Tuesday, January 11, 2011 at 3:15 AM filed under Weight Loss postings
Just simply wanting to lose the weight that I've carried for whatever seems like forever. I feel like I've tried everything....but deep down inside, when I actually think about it, I know that I have not tried enough. I was with a guy for approx. 5 years, who basically cause me so much stress that I was over eating, and eating alot of bad things...finally, i left him (over 2 years now) and I had lost 20 lbs post breakup that year. fortunately I met the man of my dreams....but then the weight loss slowed down.....and now this year I have started to put more on...getting even back close to my original top weight of 180 lbs....I now weigh 172, which was measured a few days ago at my Doctor's office.....how awful do i feel being back at this weight, even thought I am so happy with the rest of my life.

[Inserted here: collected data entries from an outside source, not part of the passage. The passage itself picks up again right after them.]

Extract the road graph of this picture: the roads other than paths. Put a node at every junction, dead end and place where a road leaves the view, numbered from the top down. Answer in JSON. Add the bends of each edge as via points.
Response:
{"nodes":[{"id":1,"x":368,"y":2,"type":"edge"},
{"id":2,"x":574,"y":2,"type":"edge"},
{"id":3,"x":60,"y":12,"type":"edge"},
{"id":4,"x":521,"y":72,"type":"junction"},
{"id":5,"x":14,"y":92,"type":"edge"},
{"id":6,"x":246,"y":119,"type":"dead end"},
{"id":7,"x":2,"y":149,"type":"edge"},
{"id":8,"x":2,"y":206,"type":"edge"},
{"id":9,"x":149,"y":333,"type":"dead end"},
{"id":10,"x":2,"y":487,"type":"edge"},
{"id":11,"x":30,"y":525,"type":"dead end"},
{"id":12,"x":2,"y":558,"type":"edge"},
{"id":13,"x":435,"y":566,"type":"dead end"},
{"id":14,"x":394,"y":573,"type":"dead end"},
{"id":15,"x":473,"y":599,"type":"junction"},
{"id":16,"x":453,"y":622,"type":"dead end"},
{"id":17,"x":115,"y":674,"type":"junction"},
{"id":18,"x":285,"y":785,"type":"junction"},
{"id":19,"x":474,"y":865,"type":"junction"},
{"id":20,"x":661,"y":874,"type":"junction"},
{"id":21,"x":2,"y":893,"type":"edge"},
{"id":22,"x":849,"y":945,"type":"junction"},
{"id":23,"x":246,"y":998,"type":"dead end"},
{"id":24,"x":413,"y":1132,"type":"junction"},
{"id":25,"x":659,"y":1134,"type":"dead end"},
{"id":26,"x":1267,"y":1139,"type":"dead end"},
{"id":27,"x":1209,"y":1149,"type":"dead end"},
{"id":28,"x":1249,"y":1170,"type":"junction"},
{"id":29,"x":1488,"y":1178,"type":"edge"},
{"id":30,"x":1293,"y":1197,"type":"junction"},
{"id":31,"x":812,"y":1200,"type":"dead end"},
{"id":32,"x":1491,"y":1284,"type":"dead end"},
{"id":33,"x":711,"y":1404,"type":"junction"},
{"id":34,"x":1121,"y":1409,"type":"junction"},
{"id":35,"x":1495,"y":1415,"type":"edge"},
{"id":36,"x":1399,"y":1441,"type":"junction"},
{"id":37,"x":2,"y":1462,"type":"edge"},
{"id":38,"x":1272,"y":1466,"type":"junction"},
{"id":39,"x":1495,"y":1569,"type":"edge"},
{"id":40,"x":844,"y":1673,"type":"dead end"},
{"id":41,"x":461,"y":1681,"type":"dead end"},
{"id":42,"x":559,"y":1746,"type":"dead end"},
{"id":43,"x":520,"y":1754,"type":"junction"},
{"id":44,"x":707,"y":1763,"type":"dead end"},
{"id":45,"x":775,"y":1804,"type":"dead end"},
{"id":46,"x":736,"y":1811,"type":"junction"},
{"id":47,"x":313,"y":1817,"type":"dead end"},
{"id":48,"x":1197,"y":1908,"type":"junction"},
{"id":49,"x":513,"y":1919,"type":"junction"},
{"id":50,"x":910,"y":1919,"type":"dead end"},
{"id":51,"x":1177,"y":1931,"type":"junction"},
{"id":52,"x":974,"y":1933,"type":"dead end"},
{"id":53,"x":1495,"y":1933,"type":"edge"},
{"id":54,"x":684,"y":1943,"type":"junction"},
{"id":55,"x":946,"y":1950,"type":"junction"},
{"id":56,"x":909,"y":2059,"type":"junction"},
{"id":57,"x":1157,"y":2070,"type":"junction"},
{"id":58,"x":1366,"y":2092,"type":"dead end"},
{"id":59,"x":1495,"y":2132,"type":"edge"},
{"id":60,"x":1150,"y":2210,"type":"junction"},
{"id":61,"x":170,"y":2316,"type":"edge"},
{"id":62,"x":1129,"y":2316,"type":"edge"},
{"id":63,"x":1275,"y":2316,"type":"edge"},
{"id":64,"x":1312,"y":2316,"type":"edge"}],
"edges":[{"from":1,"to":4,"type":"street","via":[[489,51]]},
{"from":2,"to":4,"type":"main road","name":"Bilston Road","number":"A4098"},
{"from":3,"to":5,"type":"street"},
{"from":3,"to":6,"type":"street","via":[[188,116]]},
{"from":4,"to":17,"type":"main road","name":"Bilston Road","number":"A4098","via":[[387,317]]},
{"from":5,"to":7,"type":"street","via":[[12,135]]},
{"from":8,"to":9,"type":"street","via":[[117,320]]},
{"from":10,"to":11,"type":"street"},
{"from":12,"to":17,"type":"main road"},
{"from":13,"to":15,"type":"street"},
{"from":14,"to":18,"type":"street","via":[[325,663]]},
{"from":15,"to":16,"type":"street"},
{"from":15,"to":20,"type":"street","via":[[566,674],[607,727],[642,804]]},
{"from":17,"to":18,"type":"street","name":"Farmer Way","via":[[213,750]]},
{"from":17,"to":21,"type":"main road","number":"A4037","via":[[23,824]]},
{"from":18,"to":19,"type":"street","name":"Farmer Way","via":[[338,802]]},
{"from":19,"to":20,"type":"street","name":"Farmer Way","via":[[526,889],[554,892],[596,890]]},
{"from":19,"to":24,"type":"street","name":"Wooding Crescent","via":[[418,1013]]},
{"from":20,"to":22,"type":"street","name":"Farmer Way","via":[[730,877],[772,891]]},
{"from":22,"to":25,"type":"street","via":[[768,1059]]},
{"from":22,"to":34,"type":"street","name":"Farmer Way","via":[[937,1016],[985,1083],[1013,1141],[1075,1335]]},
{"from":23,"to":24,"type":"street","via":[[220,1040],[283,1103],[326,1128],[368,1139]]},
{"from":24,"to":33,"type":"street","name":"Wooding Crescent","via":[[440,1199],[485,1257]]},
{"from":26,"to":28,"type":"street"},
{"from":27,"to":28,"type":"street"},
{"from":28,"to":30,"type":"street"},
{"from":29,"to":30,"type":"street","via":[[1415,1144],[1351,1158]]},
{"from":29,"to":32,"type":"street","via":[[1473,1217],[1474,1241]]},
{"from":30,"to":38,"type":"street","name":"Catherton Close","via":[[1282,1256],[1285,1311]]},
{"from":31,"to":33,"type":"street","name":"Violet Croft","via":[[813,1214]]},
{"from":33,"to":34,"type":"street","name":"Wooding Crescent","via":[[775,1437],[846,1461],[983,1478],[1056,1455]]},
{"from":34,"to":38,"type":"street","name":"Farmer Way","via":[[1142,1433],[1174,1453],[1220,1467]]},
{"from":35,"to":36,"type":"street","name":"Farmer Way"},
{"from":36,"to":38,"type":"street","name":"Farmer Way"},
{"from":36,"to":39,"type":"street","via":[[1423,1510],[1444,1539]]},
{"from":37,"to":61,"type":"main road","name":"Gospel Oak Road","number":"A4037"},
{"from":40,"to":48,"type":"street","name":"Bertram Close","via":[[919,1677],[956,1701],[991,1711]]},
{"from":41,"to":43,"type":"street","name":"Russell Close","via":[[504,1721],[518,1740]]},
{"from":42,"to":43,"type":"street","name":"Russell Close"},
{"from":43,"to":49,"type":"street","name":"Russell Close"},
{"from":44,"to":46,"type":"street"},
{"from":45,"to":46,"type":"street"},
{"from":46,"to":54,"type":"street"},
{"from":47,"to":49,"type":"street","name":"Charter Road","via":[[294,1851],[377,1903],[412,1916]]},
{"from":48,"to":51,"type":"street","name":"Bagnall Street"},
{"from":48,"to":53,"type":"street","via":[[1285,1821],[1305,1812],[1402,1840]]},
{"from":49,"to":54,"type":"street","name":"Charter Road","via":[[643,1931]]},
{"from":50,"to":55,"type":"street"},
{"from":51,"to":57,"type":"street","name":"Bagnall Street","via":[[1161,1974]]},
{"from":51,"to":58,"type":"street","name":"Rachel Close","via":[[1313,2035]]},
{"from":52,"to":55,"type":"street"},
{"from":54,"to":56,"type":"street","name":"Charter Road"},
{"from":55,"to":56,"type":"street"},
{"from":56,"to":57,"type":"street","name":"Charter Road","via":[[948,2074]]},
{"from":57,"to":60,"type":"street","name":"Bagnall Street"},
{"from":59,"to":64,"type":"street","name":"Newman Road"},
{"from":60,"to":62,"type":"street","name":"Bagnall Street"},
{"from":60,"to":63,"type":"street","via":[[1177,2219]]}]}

I guess i eat when i have emotions....whether they be sad ones or happy ones....and then i eat when i am bored....either way. I feel that this is my year to change....i am so sick of it, I'm tired of the weight i carry in one awful spot. My Stomach! yuck....i'm tired of being constantly asked if I am pregnant! I just want to feel good about my body for once! And feel happy and healthy and motivated. And mostly feel good about the future and how i will be healthy for my family. On top of that, i just want to feel good in a bikini, and I want to look great for my best friends wedding in June this year as I stand as her Maid of Honnor. So this is just me, trying to start my new life....and setting it straight that this is it, no looking back!